Investissement Québec avait versé 36 millions à la relance de leur usine. «On était fiers, on nous disait qu'on avait enfin une production de classe mondiale», dit Camille Cantin.

Le premier rouleau de papier sorti de la nouvelle machine a été conservé et autographié par tous les travailleurs et par leur grand patron du temps, Pierre Monahan.

Quand les travaux de démolition ont commencé, les syndiqués ont rescapé ce souvenir qui pèse une tonne. Il est actuellement entreposé temporairement. Personne ne sait quoi faire avec.

Pourquoi nous?

Trois ans après le jour fatidique où ils ont appris qu'ils perdaient leur job, les travailleurs de l'usine de Donnacona se demandent encore pourquoi Bowater, une fois fusionnée avec Abitibi, a choisi de fermer leur usine.

«On se disait qu'ils ne pouvaient pas fermer, l'usine était neuve», rappelle Robert Drolet. Le représentant syndical pleurait quand il a réuni les travailleurs qui restaient, le 31 janvier à minuit, quand les activités ont cessé pour une durée indéterminée. Elles n'ont jamais repris.

Les syndiqués ont poursuivi leur employeur pour obtenir une indemnité de départ. Mais comme AbitibiBowater s'était placée entre-temps sous la protection de la loi pour éviter la faillite, ils ont été considérés comme des créanciers ordinaires. L'employeur leur a remboursé 36 cents pour chaque dollar qu'il leur devait, comme aux autres créanciers. Et les travailleurs ont dû accepter d'être payés en actions, pas en argent.

Marc Brière dit avoir reçu 144 actions qu'il a aussitôt vendues pour encaisser 2273$. «On me devait 38 000$», assure-t-il.

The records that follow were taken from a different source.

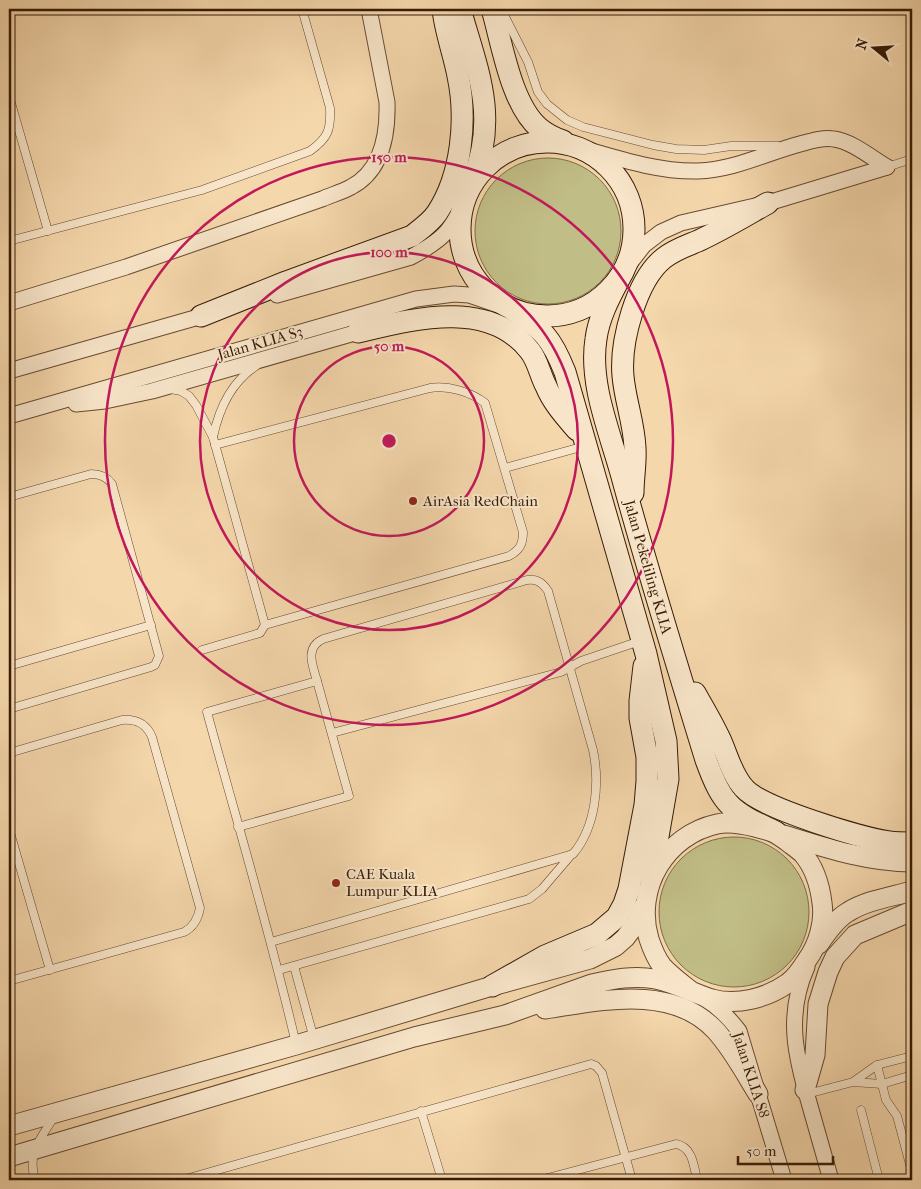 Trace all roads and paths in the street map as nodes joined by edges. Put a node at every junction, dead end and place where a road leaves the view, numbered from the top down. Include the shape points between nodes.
1 (302, 9) edge
2 (368, 9) edge
3 (443, 9) edge
4 (460, 9) edge
5 (492, 9) edge
6 (501, 9) edge
7 (9, 96) edge
8 (575, 146) junction
9 (792, 146) junction
10 (912, 158) edge
11 (887, 167) junction
12 (469, 191) junction
13 (768, 203) junction
14 (48, 231) junction
15 (9, 241) edge
16 (622, 272) junction
17 (9, 303) edge
18 (513, 310) junction
19 (201, 316) junction
20 (358, 332) joint
21 (278, 355) junction
22 (9, 371) edge
23 (152, 391) junction
24 (37, 408) junction
25 (9, 416) edge
26 (214, 441) junction
27 (584, 441) junction
28 (505, 468) junction
29 (9, 498) edge
30 (632, 512) junction
31 (151, 625) junction
32 (265, 625) junction
33 (644, 647) junction
34 (202, 650) dead end
35 (674, 656) junction
36 (9, 666) edge
37 (569, 668) junction
38 (317, 681) junction
39 (9, 709) edge
40 (332, 733) junction
41 (9, 753) edge
42 (238, 827) junction
43 (9, 828) edge
44 (776, 832) junction
45 (912, 843) edge
46 (572, 854) junction
47 (912, 862) edge
48 (651, 877) junction
49 (912, 891) edge
50 (645, 904) junction
51 (912, 911) edge
52 (271, 942) junction
53 (814, 950) junction
54 (294, 966) junction
55 (50, 970) junction
56 (279, 970) junction
57 (9, 982) edge
58 (492, 986) junction
59 (690, 990) junction
60 (505, 1015) junction
61 (305, 1042) junction
62 (912, 1056) edge
63 (877, 1066) junction
64 (912, 1075) edge
65 (853, 1082) junction
66 (882, 1084) junction
67 (806, 1092) junction
68 (758, 1094) junction
69 (861, 1110) dead end
70 (421, 1111) junction
71 (56, 1113) junction
72 (9, 1126) edge
73 (35, 1150) junction
74 (9, 1157) edge
75 (626, 1157) junction
76 (912, 1172) edge
77 (34, 1180) edge
78 (182, 1180) edge
79 (442, 1180) edge
80 (540, 1180) edge
81 (632, 1180) edge
82 (698, 1180) edge
83 (784, 1180) edge
84 (831, 1180) edge
85 (879, 1180) edge

1 - 14 lane via 330,108 328,132 321,143 310,151 202,190
2 - 17 street via 387,102 387,119 385,138 377,160 361,181 328,197
3 - 19 main road via 459,77 462,121 456,164 445,199 436,214 412,236
4 - 12 main road, Jalan Pekeliling KLIA via 484,96 486,115 483,150
5 - 8 main road, Jalan Pekeliling KLIA via 520,103 539,128
6 - 9 lane via 528,62 538,92 567,120 676,149
7 - 14 lane
8 - 9 street via 655,167 698,171 741,163
8 - 12 main road, Jalan Pekeliling KLIA via 554,142 513,149 495,159
8 - 16 main road, Jalan Pekeliling KLIA via 598,158 616,176 628,198 634,223 632,248
9 - 11 street via 833,138
10 - 11 lane
11 - 13 street
12 - 18 main road, Jalan Pekeliling KLIA via 461,219 462,248 472,274 488,295
12 - 19 street via 445,235 411,257
13 - 16 street via 681,223 661,232 644,245
13 - 30 main road via 662,259 639,294 630,317 622,356 635,449
14 - 15 lane
16 - 18 main road, Jalan Pekeliling KLIA via 607,292 578,310 562,315 537,316
16 - 30 main road, Jalan Pekeliling KLIA via 600,321 595,361 600,397
18 - 24 street, Jalan KLIA S3 via 468,295 416,299
18 - 27 main road, Jalan Pekeliling KLIA via 547,336 556,350
19 - 22 street
20 - 21 street
20 - 27 main road via 404,321 446,317 470,318 499,327 511,333 532,353 554,401
21 - 23 street
21 - 26 lane via 249,370 240,379 222,406
23 - 24 street via 105,401
23 - 26 lane via 172,388 189,396
24 - 25 street, Jalan KLIA S3
26 - 28 lane via 440,387 473,395 485,404
26 - 32 lane
27 - 28 lane
27 - 33 main road, Jalan Pekeliling KLIA
28 - 32 lane via 523,532 521,547 516,552
29 - 31 lane via 91,474 109,480
30 - 35 main road, Jalan Pekeliling KLIA
31 - 36 lane
31 - 39 lane via 159,656 155,665
32 - 34 lane via 260,633
33 - 37 lane via 581,661
33 - 48 main road, Jalan Pekeliling KLIA via 668,758 664,809
33 - 58 main road via 640,718 647,757 647,781 624,904 617,917 597,934 545,956
35 - 44 main road, Jalan Pekeliling KLIA via 706,760 721,796 744,817
35 - 45 main road via 719,737 735,776 752,796 856,834 890,842
37 - 38 lane via 548,591 534,579 323,639 311,652
37 - 40 lane
37 - 46 lane via 593,750 596,774 588,828
38 - 40 lane
38 - 42 lane via 206,712
40 - 42 lane via 349,796
41 - 55 lane via 122,720 144,725 152,737 199,902 198,916 190,929 184,932
42 - 52 lane
43 - 55 lane
44 - 47 street, Jalan Pekeliling KLIA via 868,859
44 - 48 street, Jalan Pekeliling KLIA via 740,823 718,823 690,833 667,852
44 - 53 street, Jalan Pekeliling KLIA via 803,854 815,875 823,905 821,928
46 - 52 lane
46 - 54 lane via 529,899
48 - 50 street, Jalan Pekeliling KLIA
49 - 53 street, Jalan Pekeliling KLIA via 848,912 836,921
50 - 58 street via 635,926 625,938 604,953
50 - 59 street, Jalan Pekeliling KLIA via 646,928 653,950 662,965
51 - 67 street via 855,935 835,957 818,1004 815,1055
52 - 56 lane
53 - 59 street, Jalan Pekeliling KLIA via 788,983 766,995 741,1001 715,1000
53 - 67 street via 798,992 795,1017 795,1044
54 - 56 lane
54 - 61 lane
55 - 57 lane
56 - 61 lane
58 - 61 street
59 - 60 street via 656,979 619,978 592,984
59 - 68 street, Jalan KLIA S8 via 715,1005 740,1031
60 - 68 street via 617,999 673,1005 690,1011 714,1030
60 - 73 street via 414,1037
61 - 71 street
62 - 63 lane
63 - 65 lane
63 - 66 lane
64 - 66 lane
65 - 66 lane
65 - 67 lane
66 - 76 lane via 886,1100 896,1116
67 - 84 street
68 - 83 street, Jalan KLIA S8
69 - 85 lane
70 - 75 lane via 586,1065 596,1066 602,1073
70 - 78 lane
70 - 79 lane
71 - 72 street
71 - 73 lane
73 - 74 street
73 - 77 lane via 31,1167
75 - 80 lane
75 - 81 lane
75 - 82 lane via 671,1144 683,1145 690,1154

Yves Girard, lui, a pu prendre une retraite anticipée. Mais il a reçu les documents de règlement de son employeur en anglais et ne les a pas déchiffrés correctement. Parce qu'il n'a pas signé à la bonne place, il dit avoir perdu 800$ sur les 1300$ qu'il s'attendait à recevoir.

Ça fait plus de trois ans, mais ça fait encore mal. «On s'est fait fourrer mais on n'est pas morts, il faut que le monde le sache», dit Marc Brière.

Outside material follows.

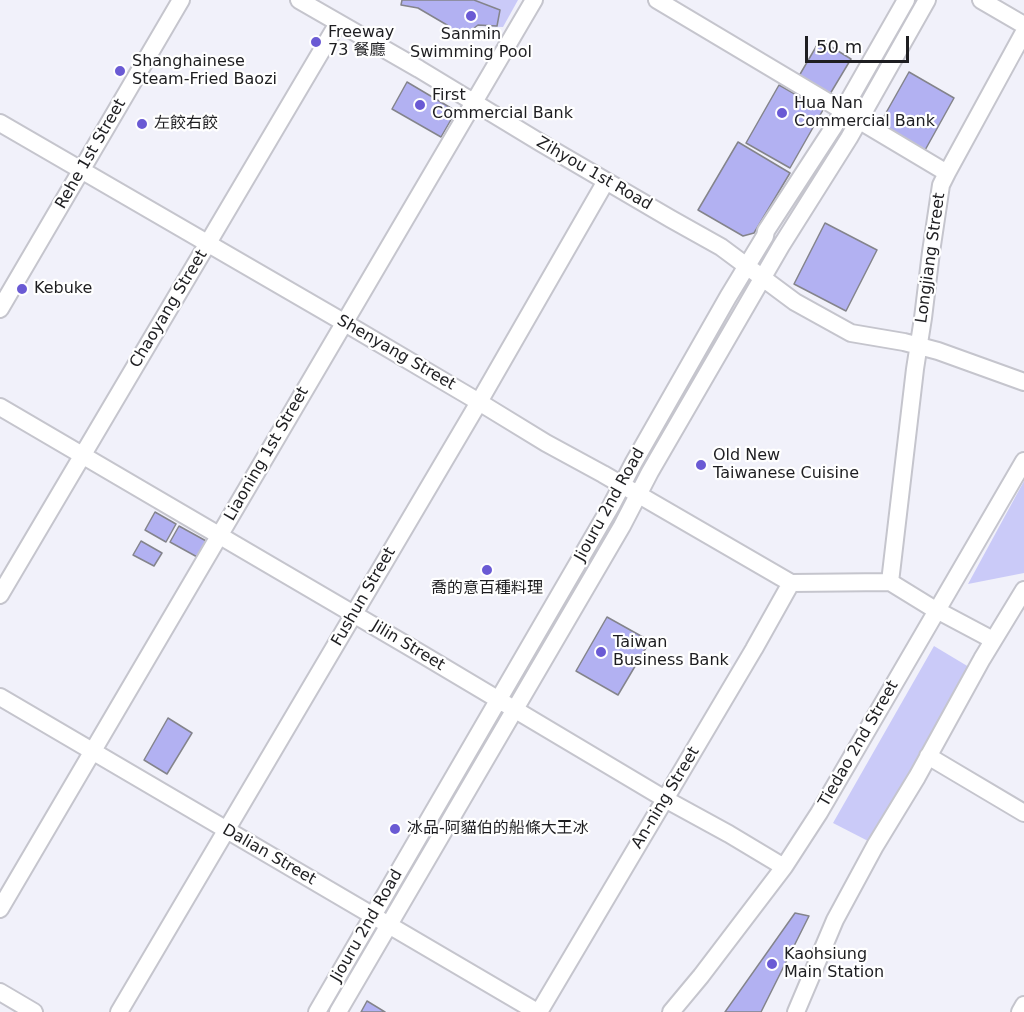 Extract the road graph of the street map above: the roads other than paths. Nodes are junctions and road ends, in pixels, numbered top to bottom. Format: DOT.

AbitibiBowater a effacé ses dettes et s'est remise en mode expansion. L'entreprise tente de mettre la main sur Fibrek, une entreprise de pâte qui lui a déjà appartenu. Yves le retraité a du mal à l'avaler: «Ça nous fait-tu assez mal au coeur de voir ça, vous pensez?»

Trop vieux?

Trois ans après avoir perdu leur job, la plupart des travailleurs de l'usine sont toujours sans emploi. Ceux qui avaient un métier, électriciens ou mécaniciens, ont pu se replacer ailleurs, dit Robert Drolet, représentant syndical.

Il y en a un chez Ultramar, un autre est parti en Nouvelle-Calédonie.

Les autres, la grande majorité, sont restés à Donnacona et cherchent encore. Camille Cantin a 53 ans. Il a travaillé pendant six mois à Bécancour. Une heure et demie de route de Donnacona aller seulement. Ça a duré six mois. L'usine a fermé. Il a trouvé autre chose plus près de chez lui, dans l'aménagement paysager. «C'est saisonnier et ça ne paye pas», résume-t-il.

Pour ces syndiqués qui ont gagné entre 30 et 35$ l'heure toute leur vie, avec la possibilité de faire beaucoup d'heures supplémentaires, c'est dur.

Marc Brière, 53 ans, est lui aussi trop jeune pour la retraite. Il a fait au moins 100 demandes d'emploi depuis que l'usine a fermé. Il a failli en décrocher un, comme concierge à l'hôpital Laval, à 17$ l'heure. Finalement, sa candidature a été rejetée parce qu'il n'avait pas son diplôme d'études secondaires. «Il me manquait une unité pour l'avoir. En anglais écrit. J'étais prêt à retourner à l'école pour l'avoir, mais ils n'ont pas voulu», raconte-t-il.

Robert Desroches, 58 ans, a lui aussi voulu devenir concierge à l'hôpital Laval. Il a terminé son secondaire, mais ça n'a pas marché non plus. «Ils ne veulent pas le dire, mais ils me trouvent trop vieux», constate-t-il, amer.

Le représentant syndical continue de s'occuper des dossiers et des retraites de ses camarades, mais pour lui aussi, ça achève. À 52 ans, Robert Drolet doit lui aussi penser à ce qu'il fera après.

Rétrospectivement, il croit que les travailleurs de Donnacona ont été victimes d'une décision politique. «Ils ont choisi de ne pas fermer Grand-Mère, qui était dans la circonscription de la ministre Julie Boulet», dit-il.

La preuve de ce qu'il avance? «Il y a des usines beaucoup plus vieilles que la nôtre qui fonctionnent encore, et le gouvernement est prêt à leur donner de l'argent.»